Creative Commons 'BY-NC' version 4.0 license
Abstract

From a computational perspective, the primary goal of cognitive science is to infer the influence of unobservable psychological constructs on observed behavioral data. Cognitive models can facilitate this inference by more directly expressing a theoretical cognitive processes through relationships among psychologically interpretable parameters. If cognitive models are developed in a hierarchical Bayesian framework, significantly more nuanced and complex theories may be expressed, thereby allowing for deeper insight into the nature of latent cognitive processes. Here, I highlight three specific benefits of a hierarchical Bayesian approach to cognitive modeling, with a special emphasis on model-based theory testing.
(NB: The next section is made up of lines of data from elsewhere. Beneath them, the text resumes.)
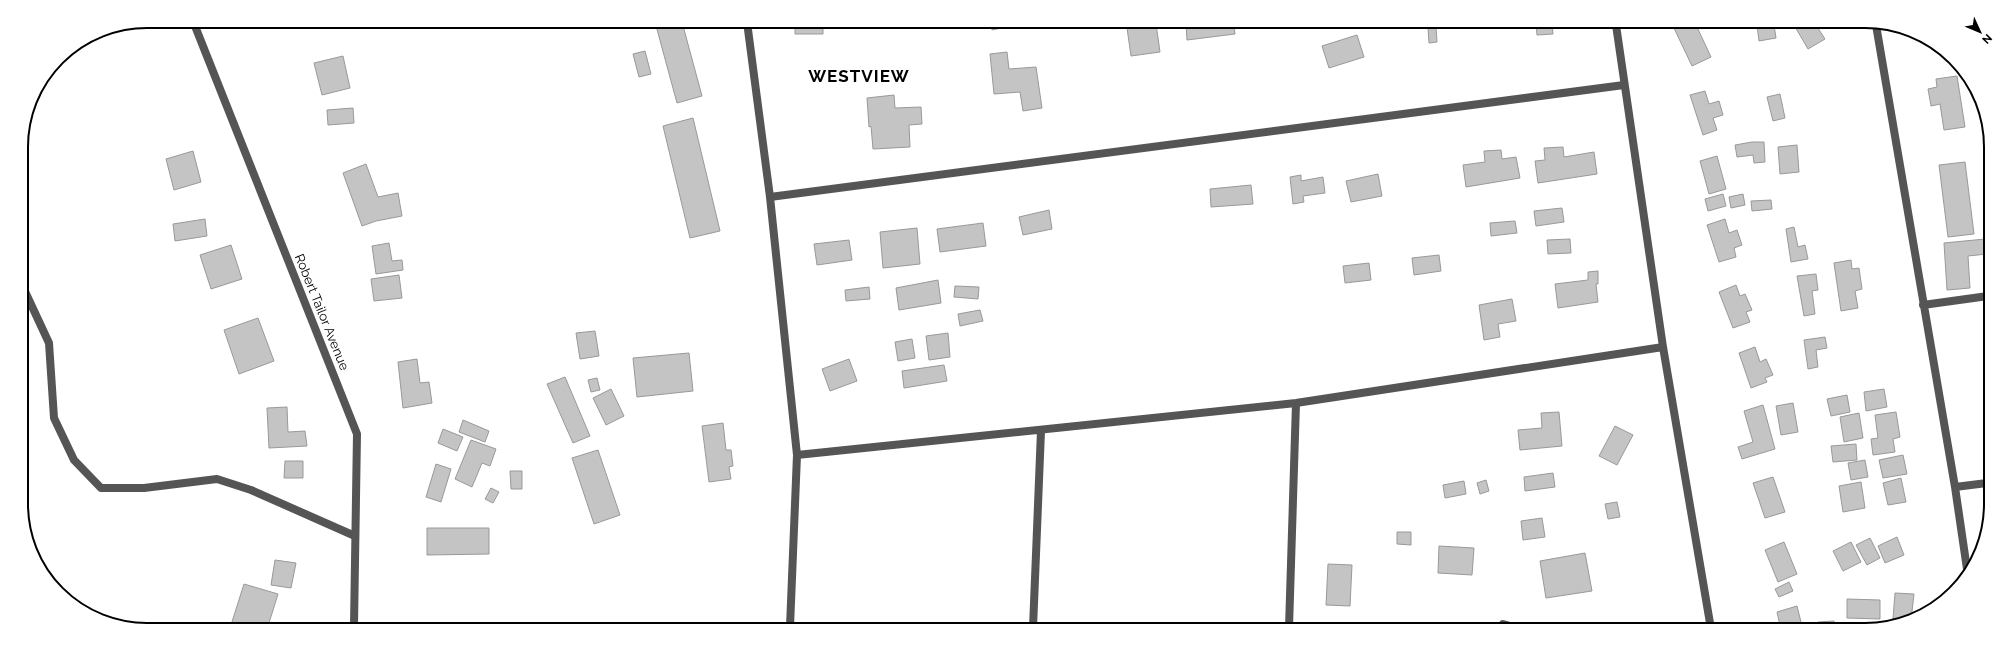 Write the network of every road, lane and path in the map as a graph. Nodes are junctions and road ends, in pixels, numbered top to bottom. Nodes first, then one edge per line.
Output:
1 (196, 28) edge
2 (748, 28) edge
3 (1616, 28) edge
4 (1877, 29) edge
5 (1624, 85) junction
6 (770, 197) junction
7 (1984, 297) edge
8 (28, 298) edge
9 (1923, 305) junction
10 (1662, 347) junction
11 (1296, 403) junction
12 (1041, 431) junction
13 (797, 455) junction
14 (1984, 483) edge
15 (1955, 487) junction
16 (356, 536) junction
17 (1967, 566) edge
18 (354, 623) edge
19 (790, 623) edge
20 (1033, 623) edge
21 (1289, 623) edge
22 (1710, 623) edge

1 - 16 street, Robert Tailor Avenue
2 - 6 street
3 - 5 street
4 - 9 street
5 - 6 street
5 - 10 street
6 - 13 street
7 - 9 street
8 - 16 street
9 - 15 street
10 - 11 street
10 - 22 street
11 - 12 street
11 - 21 street
12 - 13 street
12 - 20 street
13 - 19 street
14 - 15 street
15 - 17 street
16 - 18 street, Robert Tailor Avenue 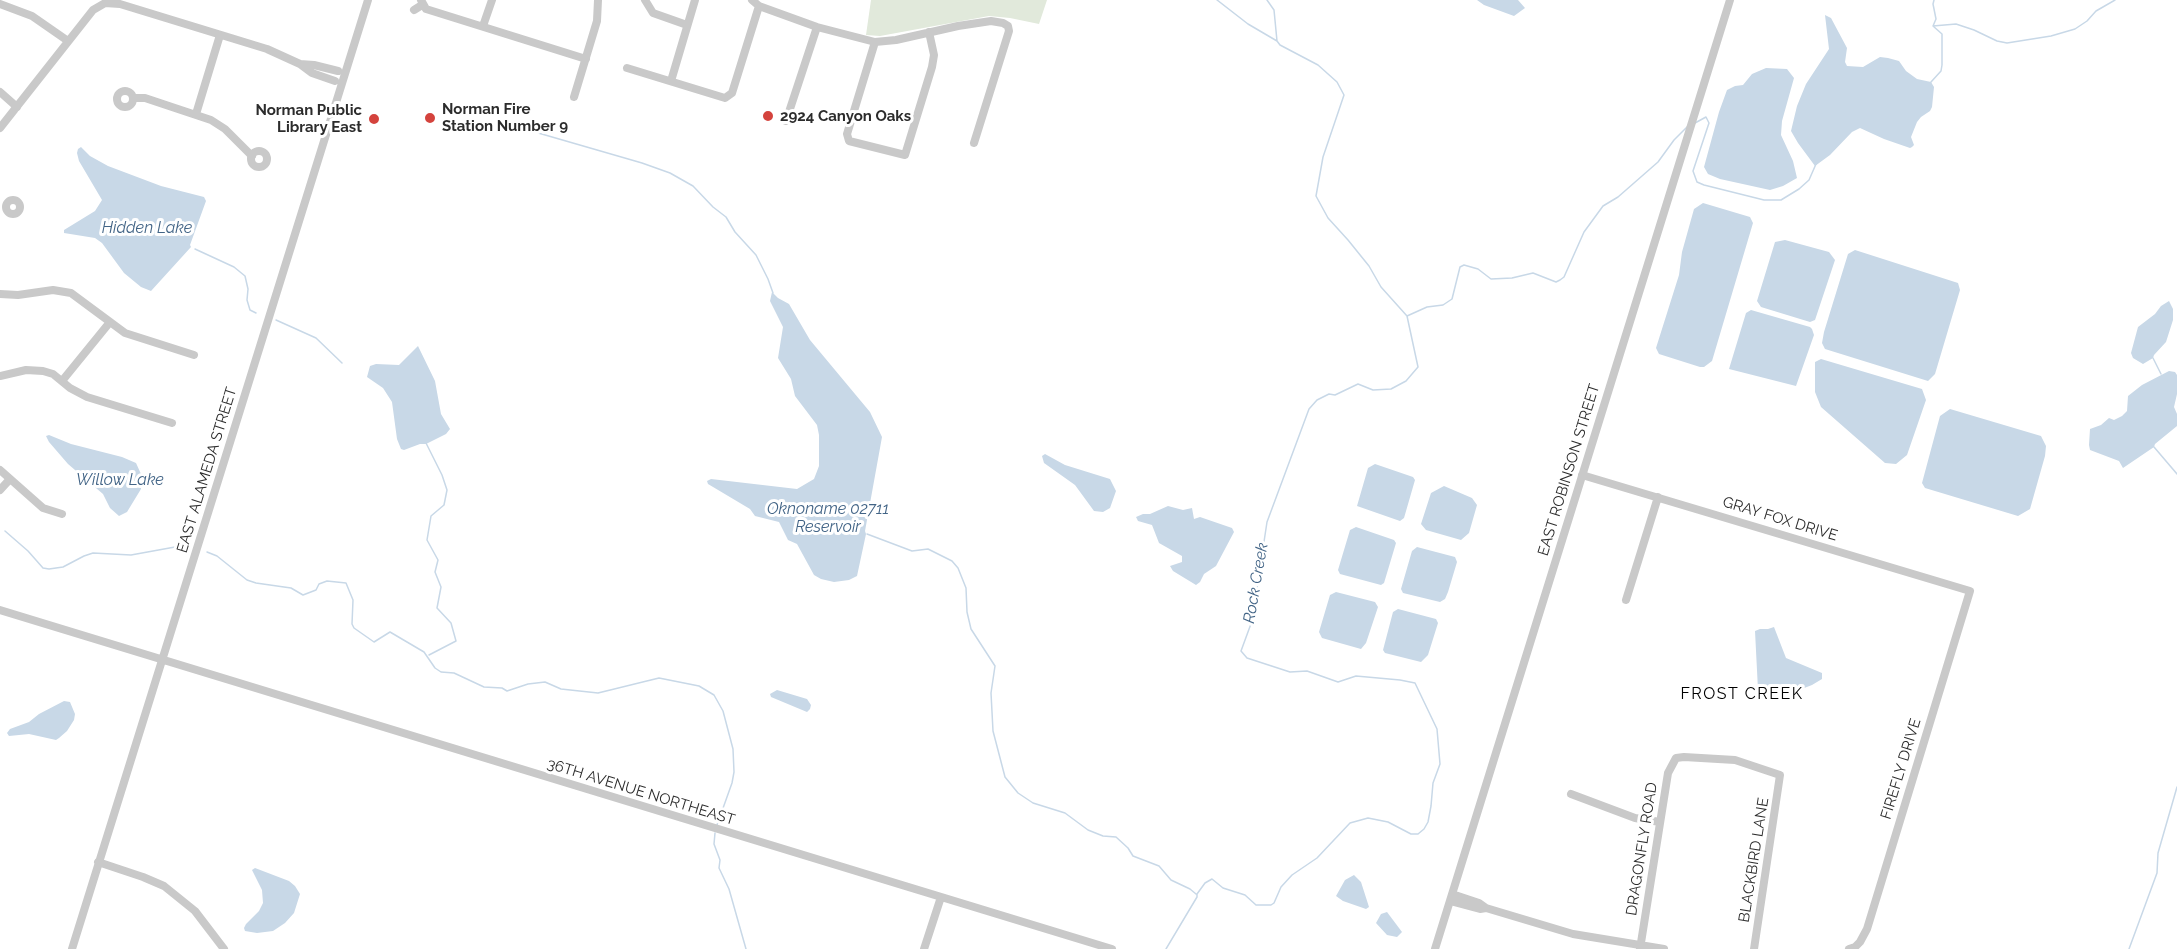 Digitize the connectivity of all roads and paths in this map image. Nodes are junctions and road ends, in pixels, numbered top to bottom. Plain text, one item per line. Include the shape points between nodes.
1 (368, 0) edge
2 (492, 0) edge
3 (598, 0) edge
4 (645, 0) edge
5 (695, 0) edge
6 (1730, 0) edge
7 (422, 2) edge
8 (755, 3) edge
9 (0, 4) edge
10 (414, 10) dead end
11 (687, 25) junction
12 (483, 26) junction
13 (817, 27) junction
14 (929, 32) junction
15 (220, 35) junction
16 (68, 42) junction
17 (875, 42) junction
18 (586, 59) junction
19 (300, 64) junction
20 (627, 68) dead end
21 (338, 71) dead end
22 (335, 81) dead end
23 (671, 81) junction
24 (0, 92) edge
25 (574, 97) dead end
26 (134, 98) dead end
27 (17, 107) junction
28 (196, 114) junction
29 (786, 121) dead end
30 (0, 128) edge
31 (974, 143) dead end
32 (252, 156) dead end
33 (0, 294) edge
34 (110, 322) junction
35 (194, 355) dead end
36 (0, 376) edge
37 (62, 381) junction
38 (172, 423) dead end
39 (0, 470) edge
40 (1582, 475) junction
41 (10, 479) junction
42 (0, 490) edge
43 (1658, 497) junction
44 (62, 514) dead end
45 (1970, 591) joint
46 (1626, 600) dead end
47 (0, 610) edge
48 (161, 660) junction
49 (1780, 775) joint
50 (1571, 795) dead end
51 (1660, 822) junction
52 (98, 862) junction
53 (941, 897) junction
54 (1451, 898) junction
55 (1641, 947) edge
56 (72, 949) edge
57 (224, 949) edge
58 (924, 949) edge
59 (1112, 949) edge
60 (1435, 949) edge
61 (1664, 949) edge
62 (1754, 949) edge
63 (1849, 949) edge

1 - 48 street, EAST ALAMEDA STREET
2 - 12 street
3 - 18 street via 597,21
4 - 11 street via 653,13
5 - 11 street
6 - 40 street, EAST ROBINSON STREET
7 - 10 street
7 - 12 street via 426,9
8 - 13 street
8 - 23 street via 732,93 725,98
9 - 16 street via 32,16
11 - 23 street
12 - 18 street
13 - 17 street
13 - 29 street
14 - 17 street
14 - 17 street via 934,55 932,67 906,154 849,141 847,134
14 - 31 street via 991,21 1008,26
15 - 16 street via 110,3 93,10
15 - 19 street
15 - 28 street
16 - 27 street
18 - 25 street
19 - 21 street
19 - 22 street
20 - 23 street
24 - 27 street
26 - 28 street
27 - 30 street
28 - 32 street via 218,123
33 - 34 street via 65,292 82,299
34 - 35 street via 125,333
34 - 37 street
36 - 37 street via 38,370
37 - 38 street via 87,397
39 - 41 street
40 - 43 street, GRAY FOX DRIVE
40 - 54 street, EAST ROBINSON STREET
41 - 42 street
41 - 44 street via 43,508
43 - 45 street, GRAY FOX DRIVE
43 - 46 street
45 - 63 street, FIREFLY DRIVE via 1867,928 1860,942
47 - 48 street, 36TH AVENUE NORTHEAST
48 - 52 street, EAST ALAMEDA STREET
48 - 53 street, 36TH AVENUE NORTHEAST
49 - 51 street, DRAGONFLY ROAD via 1735,760 1676,758 1668,773
49 - 62 street, BLACKBIRD LANE
50 - 51 street via 1635,818
51 - 55 street, DRAGONFLY ROAD
52 - 56 street, EAST ALAMEDA STREET
52 - 57 street via 164,886 195,911
53 - 58 street
53 - 59 street, 36TH AVENUE NORTHEAST
54 - 55 street via 1479,903 1573,934
54 - 60 street, EAST ROBINSON STREET
55 - 61 street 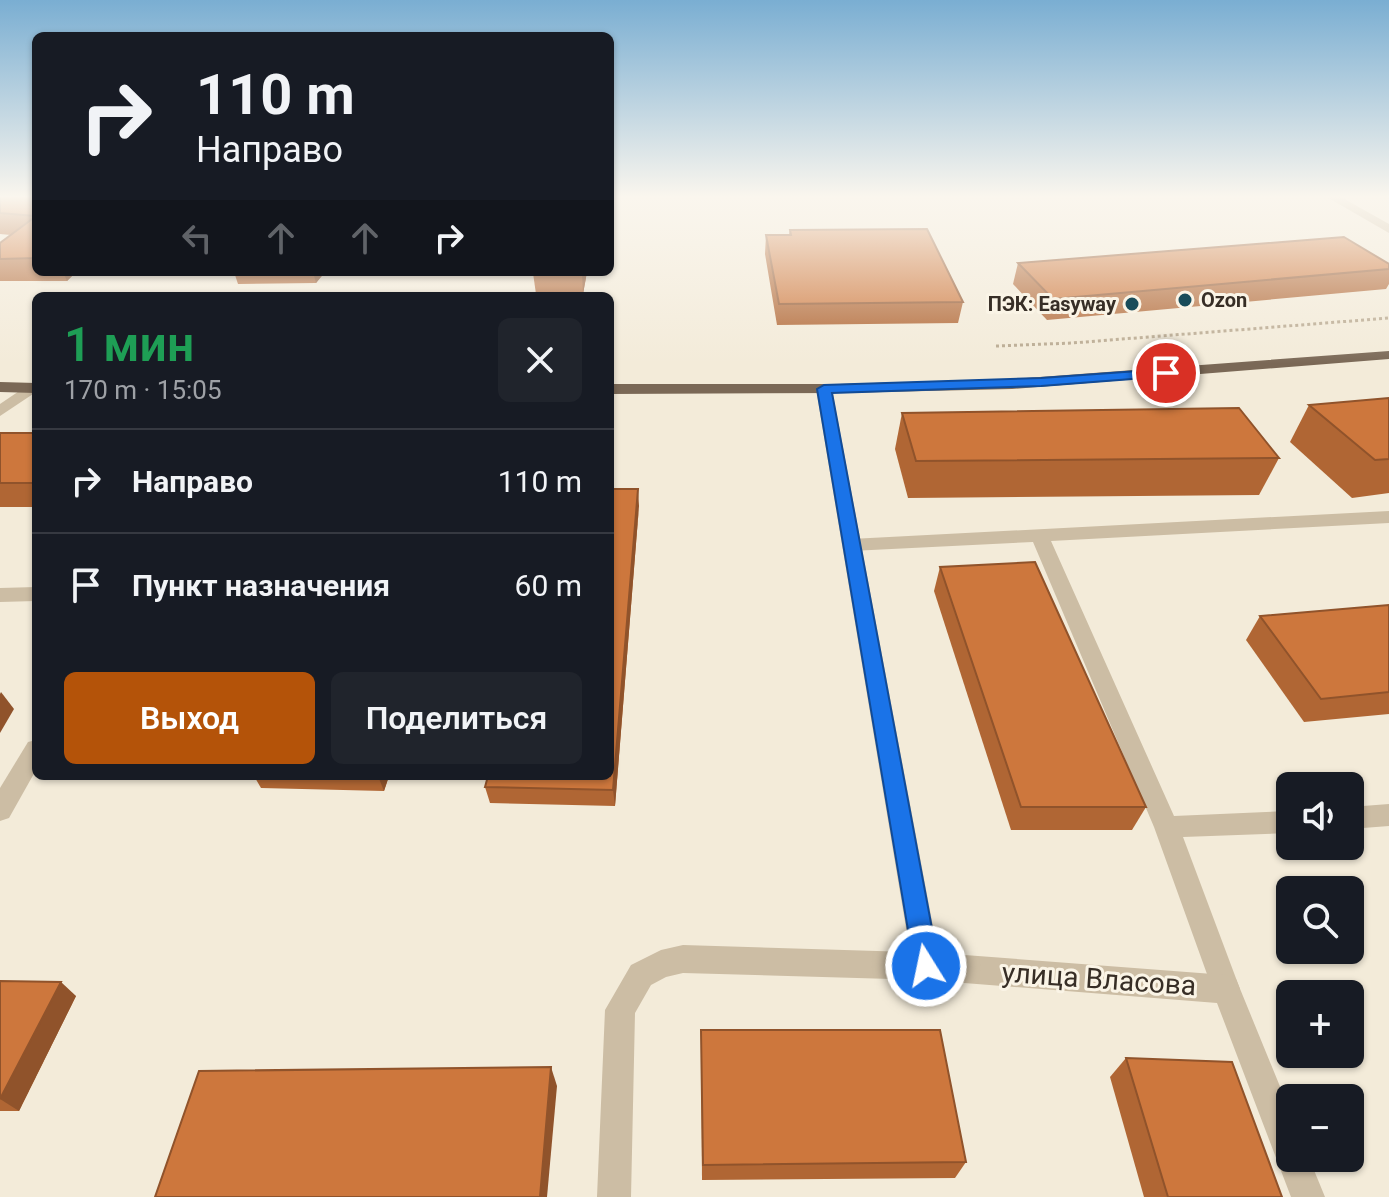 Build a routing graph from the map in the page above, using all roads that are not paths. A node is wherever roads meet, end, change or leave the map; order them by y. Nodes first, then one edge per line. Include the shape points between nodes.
1 (1389, 355) edge
2 (0, 387) edge
3 (32, 388) edge
4 (32, 389) edge
5 (614, 389) edge
6 (824, 389) junction
7 (0, 411) edge
8 (1389, 517) edge
9 (1039, 535) junction
10 (851, 545) junction
11 (32, 594) edge
12 (0, 595) edge
13 (32, 756) edge
14 (0, 810) edge
15 (1389, 815) edge
16 (1364, 817) edge
17 (1276, 823) edge
18 (1167, 827) junction
19 (926, 966) junction
20 (1226, 989) junction
21 (1276, 1116) edge
22 (1298, 1172) edge
23 (614, 1197) edge
24 (1308, 1197) edge

1 - 6 main road via 1071,381
2 - 3 main road
4 - 7 street
5 - 6 main road
6 - 10 street
8 - 9 street
9 - 10 street
9 - 18 street
10 - 19 street
11 - 12 street
13 - 14 street
15 - 16 street
17 - 18 street
18 - 20 street
19 - 20 street, улица Власова
19 - 23 street, улица Власова via 683,959 641,975 620,1010
20 - 21 street
22 - 24 street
First, after a brief introduction to Bayesian methods, I discuss how hierarchical modeling permits one to coherently analyze data from highly complex experimental designs. To demonstrate this first benefit, I describe how the development of a hierarchical Bayesian metaregression model inspired a new technique for quantitative assessment of the robustness of a psychological theory. Next, I describe how hierarchical modeling enables simultaneous implementation of multiple different styles of cognitive models, which permits theory testing at a higher level of abstraction. I demonstrate this through a cognitive latent variable model-based comparison of theories of attention ability. Finally, I discuss how hierarchical modeling can be used to express highly complex neurocognitive processes, as demonstrated through a new approach to joint modeling of neural and behavioral data that is better suited to hypothesis testing than previous approaches. Ultimately, I contend that hierarchical Bayesian cognitive modeling is an ideal way to perform more powerful and informative analyses of behavioral data by radically expanding the scope of questions we may ask about the nature of latent cognitive processes.